Goal: Avoid expensive "Fuzzy Matching" (LIKE, %, Regex) which forces slow table scans and loops.

  • Case A: Joining Tables (Avoid Non-Equi Joins) - Spark is optimized for Equi-Joins (where Key A = Key B). If you use LIKE in a Join, Spark falls back to a Nested Loop Join, which is extremely slow.

    • Best practice: Refactor the join key using LPAD or SUBSTRING to force an exact match.

      Enables fast Hash Joins by forcing '=':

      SELECT * FROM huge_invoices a
      JOIN huge_customers b

      Example: Pad the shorter code to match the longer ID:

      ON a.invoice_id = lpad(b.customer_code, 10, '0');
    • Avoid this: Forces a Nested Loop Join (Timeout Risk)

      SELECT * FROM huge_invoices a
      JOIN huge_customers b
      ON a.invoice_id LIKE concat('%', b.customer_code);
  • Case B: Complex Filtering (Preprocess Logic). If you have complex logic (regex/case statements) in a WHERE clause, Spark has to evaluate it for every single row at runtime.

    • Best practice: Extract the logic into a clean column once using a Temporary View or Table, then filter on that simple column.

      • 1. Preprocess: Extract logic into a clean column:

        CREATE OR REPLACE TEMP VIEW CleanLogs AS
        SELECT *,
          CASE
            WHEN message RLIKE 'Error-[0-9]+' OR message LIKE '%CRITICAL%' THEN 'High'
            ELSE 'Low'
          END as urgency
        FROM huge_logs;
      • 2. Analyze: Fast filtering on the new simple column:

        SELECT * FROM CleanLogs WHERE urgency = 'High'; 

Goal: Update a table's structure without breaking concurrent queries or losing history.
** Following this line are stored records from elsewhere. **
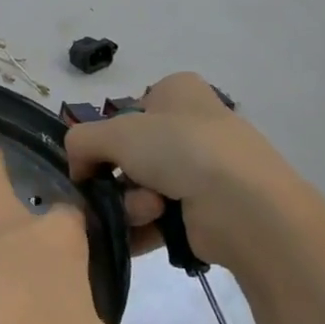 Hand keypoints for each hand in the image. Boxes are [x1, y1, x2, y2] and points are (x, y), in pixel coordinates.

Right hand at [63, 72, 318, 273]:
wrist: (246, 207)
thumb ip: (81, 141)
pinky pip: (161, 217)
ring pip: (142, 187)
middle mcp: (193, 125)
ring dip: (132, 203)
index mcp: (178, 92)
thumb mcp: (116, 132)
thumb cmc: (181, 149)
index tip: (93, 157)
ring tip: (149, 211)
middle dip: (118, 177)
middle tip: (117, 189)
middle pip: (132, 154)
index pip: (128, 111)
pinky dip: (146, 226)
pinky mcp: (209, 210)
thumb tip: (78, 168)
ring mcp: (204, 169)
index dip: (108, 134)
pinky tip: (148, 231) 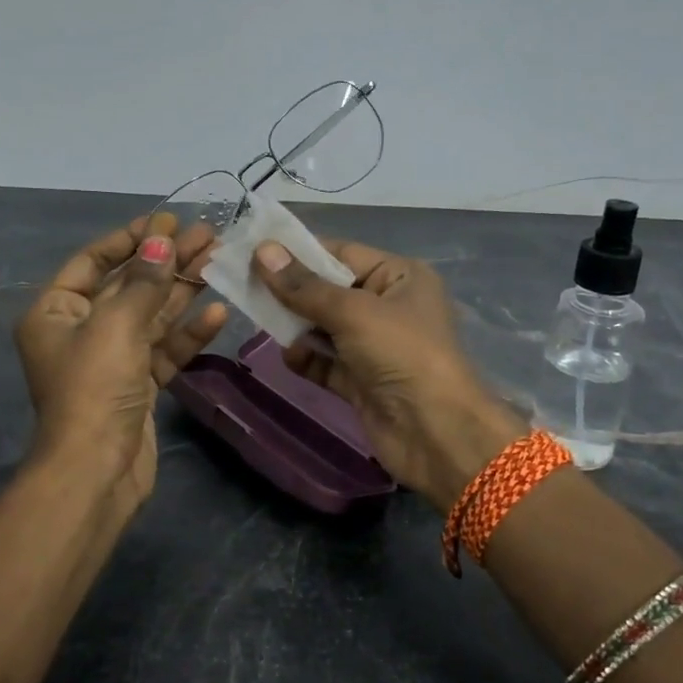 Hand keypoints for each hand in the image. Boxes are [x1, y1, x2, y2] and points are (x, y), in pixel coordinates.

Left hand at [15, 213, 228, 513]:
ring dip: (182, 290)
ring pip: (151, 316)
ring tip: (218, 260)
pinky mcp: (137, 385)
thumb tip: (162, 239)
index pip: (93, 261)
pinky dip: (188, 332)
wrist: (96, 472)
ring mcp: (111, 360)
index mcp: (56, 312)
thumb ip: (144, 281)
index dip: (131, 238)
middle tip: (207, 235)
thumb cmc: (94, 389)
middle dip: (166, 261)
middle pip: (128, 286)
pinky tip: (218, 311)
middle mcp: (81, 331)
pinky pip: (163, 349)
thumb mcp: (117, 326)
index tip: (167, 220)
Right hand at [254, 240, 525, 511]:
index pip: (341, 253)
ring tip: (259, 319)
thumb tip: (262, 251)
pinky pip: (326, 362)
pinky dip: (307, 358)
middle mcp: (388, 306)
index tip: (254, 250)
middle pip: (329, 290)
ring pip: (323, 327)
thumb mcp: (353, 311)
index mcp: (399, 277)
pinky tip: (289, 356)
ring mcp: (374, 346)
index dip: (299, 252)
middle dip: (291, 290)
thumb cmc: (402, 353)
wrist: (437, 433)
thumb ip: (304, 286)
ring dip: (295, 325)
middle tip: (245, 285)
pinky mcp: (361, 381) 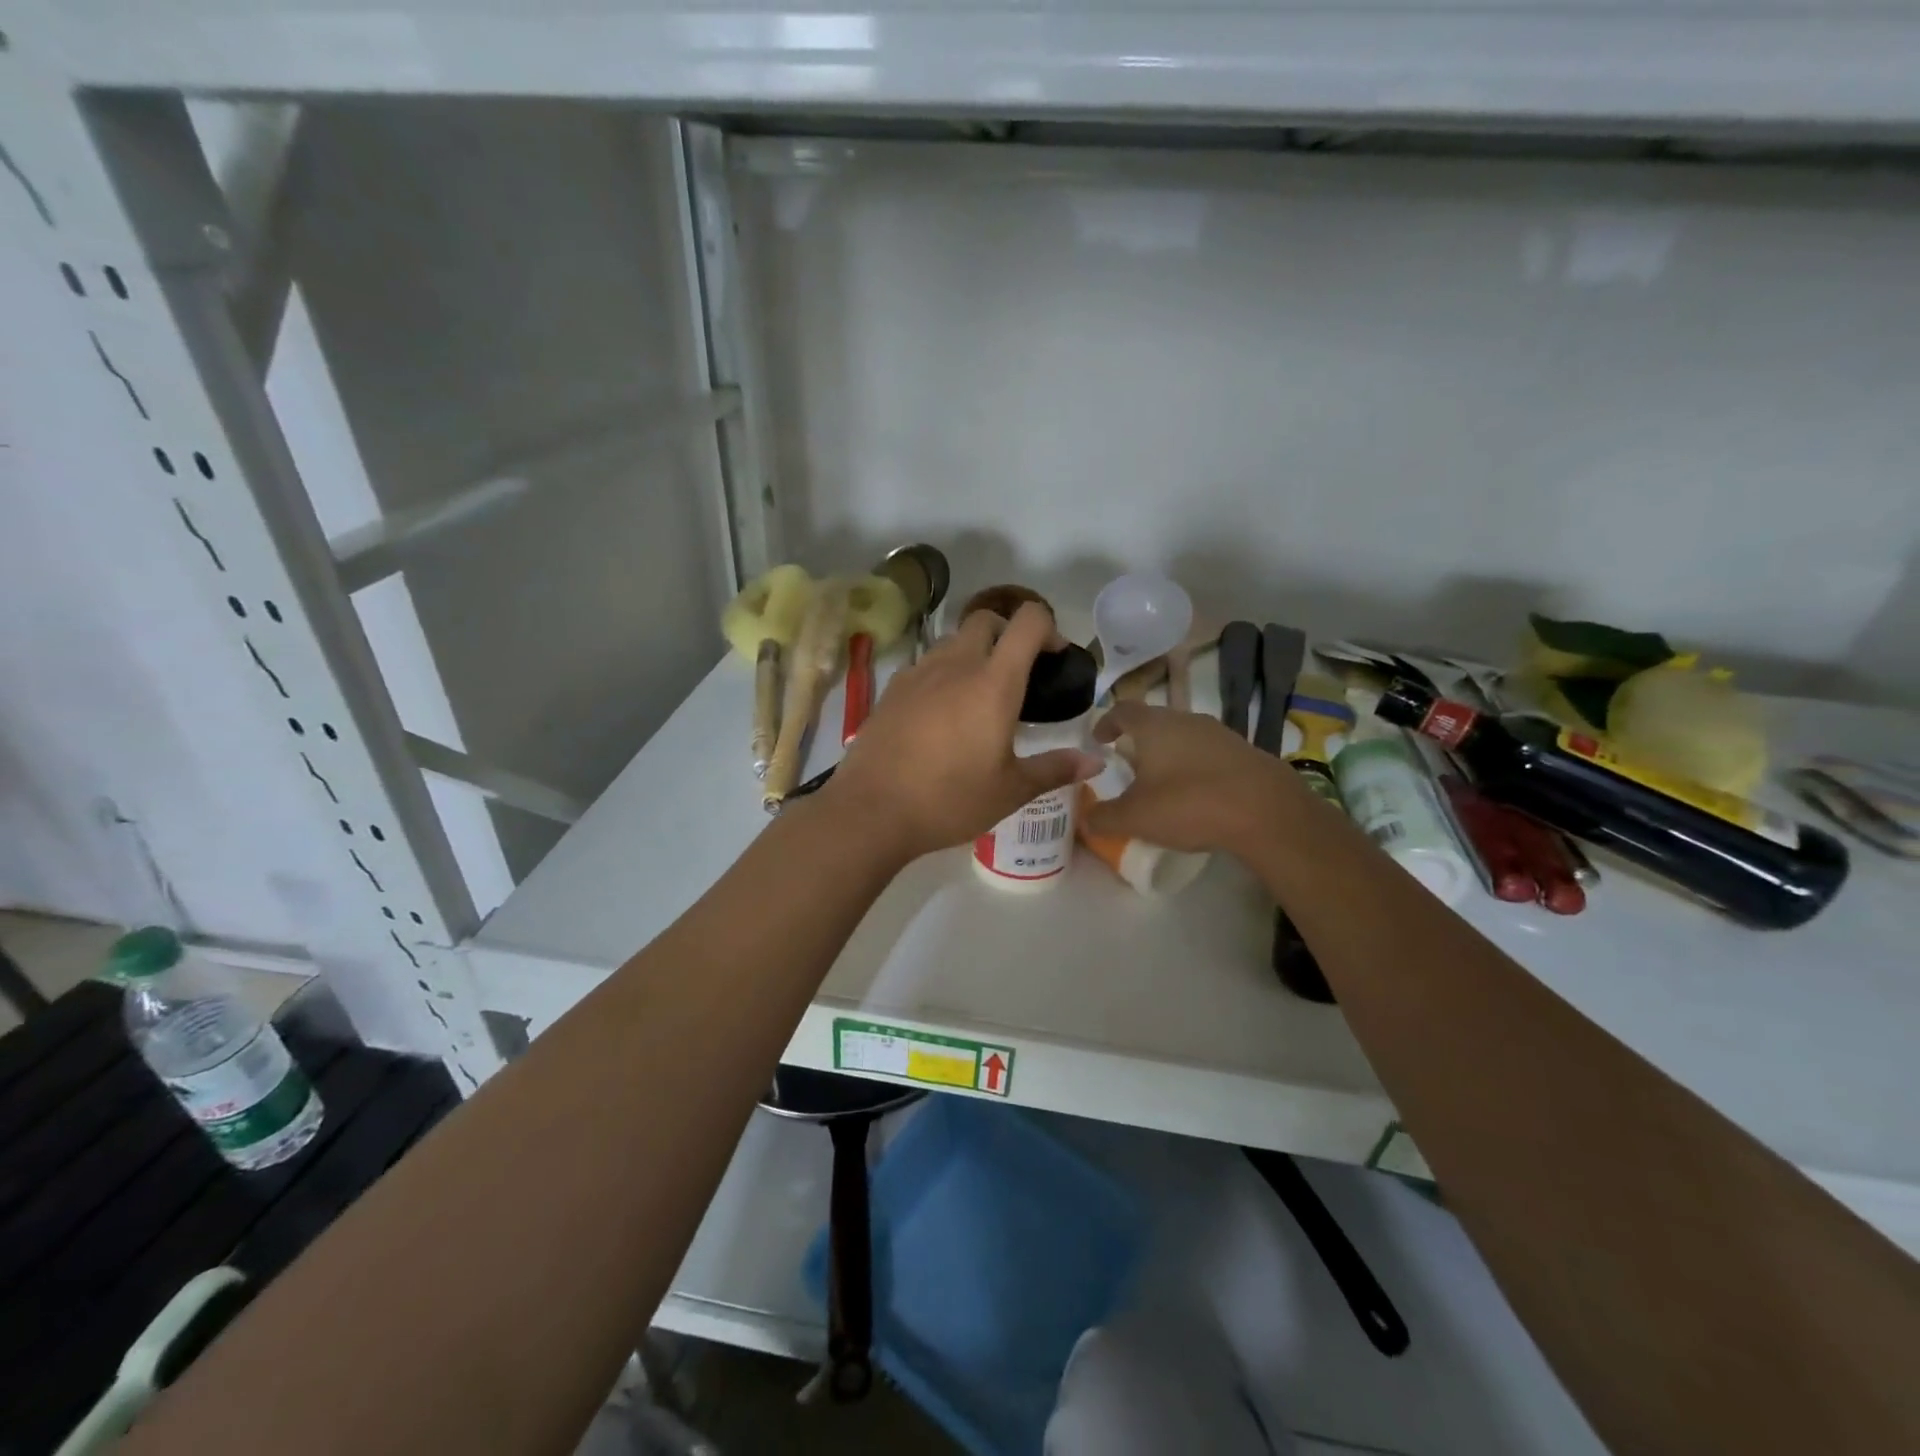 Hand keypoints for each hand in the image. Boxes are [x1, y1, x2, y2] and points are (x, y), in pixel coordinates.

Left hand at [826, 603, 1101, 860]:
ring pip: (953, 641)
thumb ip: (1055, 768)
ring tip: (979, 696)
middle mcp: (956, 664)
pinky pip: (926, 665)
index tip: (1054, 658)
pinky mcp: (892, 689)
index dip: (1048, 628)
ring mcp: (919, 673)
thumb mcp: (1011, 790)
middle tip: (1018, 675)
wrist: (872, 810)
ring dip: (974, 652)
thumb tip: (1097, 763)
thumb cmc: (950, 800)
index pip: (1028, 621)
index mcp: (994, 682)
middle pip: (986, 620)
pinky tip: (942, 713)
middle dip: (1008, 634)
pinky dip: (943, 673)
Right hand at [1082, 701, 1296, 858]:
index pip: (1122, 711)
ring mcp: (1220, 734)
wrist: (1267, 812)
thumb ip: (1103, 818)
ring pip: (1184, 737)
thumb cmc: (1189, 804)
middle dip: (1138, 742)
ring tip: (1162, 784)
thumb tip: (1085, 820)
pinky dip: (1195, 769)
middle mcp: (1187, 720)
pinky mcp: (1245, 753)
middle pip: (1155, 722)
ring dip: (1169, 755)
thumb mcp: (1135, 818)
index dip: (1106, 723)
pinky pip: (1209, 755)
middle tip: (1127, 766)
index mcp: (1154, 726)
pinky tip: (1198, 796)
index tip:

  • Best practice: CREATE OR REPLACE TABLE ... (Atomic swap; zero downtime).QL

    CREATE OR REPLACE TABLE my_table
    AS SELECT * FROM ...;
  • Avoid this: DROP TABLE ... followed by CREATE TABLE ... (Causes downtime and "Table Not Found" errors).

Goal: Prevent "Dead End" columns that cause UNION failures and schema evolution crashes.

When you define a table (especially using CREATE TABLE AS SELECT or CTAS) and include a column defined simply as NULL without a cast, Spark infers the data type as NullType (or VoidType). This is a "silent killer" in pipelines.

The problems it causes:

  • Union mismatches: If you try to UNION this table with another table where the column is populated (e.g., it is a String), Spark will crash. The engine cannot automatically reconcile the difference between a "typed" column (String) and a "void" column (NullType) in strict mode.

  • Schema evolution crashes: If you try to append real data to this table later, the merge will fail because NullType cannot safely evolve into StringType automatically.

  • Best practice: Always cast explicit NULLs to their intended future type.

    CREATE TABLE good_table AS
    SELECT
        id,
        CAST(NULL as STRING) as status_code,
        CAST(NULL as INT) as retry_count
    FROM source_data;
  • Avoid this; Spark creates a "dead" column that breaks future Unions.

    Table A has status_code as NullType:

    SELECT id, NULL as status_code FROM table_A
    UNION ALL

    Table B has status_code as StringType -> CRASH

    SELECT id, 'Active' as status_code FROM table_B;

Goal: Guarantee reproducible results in rankings and running totals by eliminating random row shuffling.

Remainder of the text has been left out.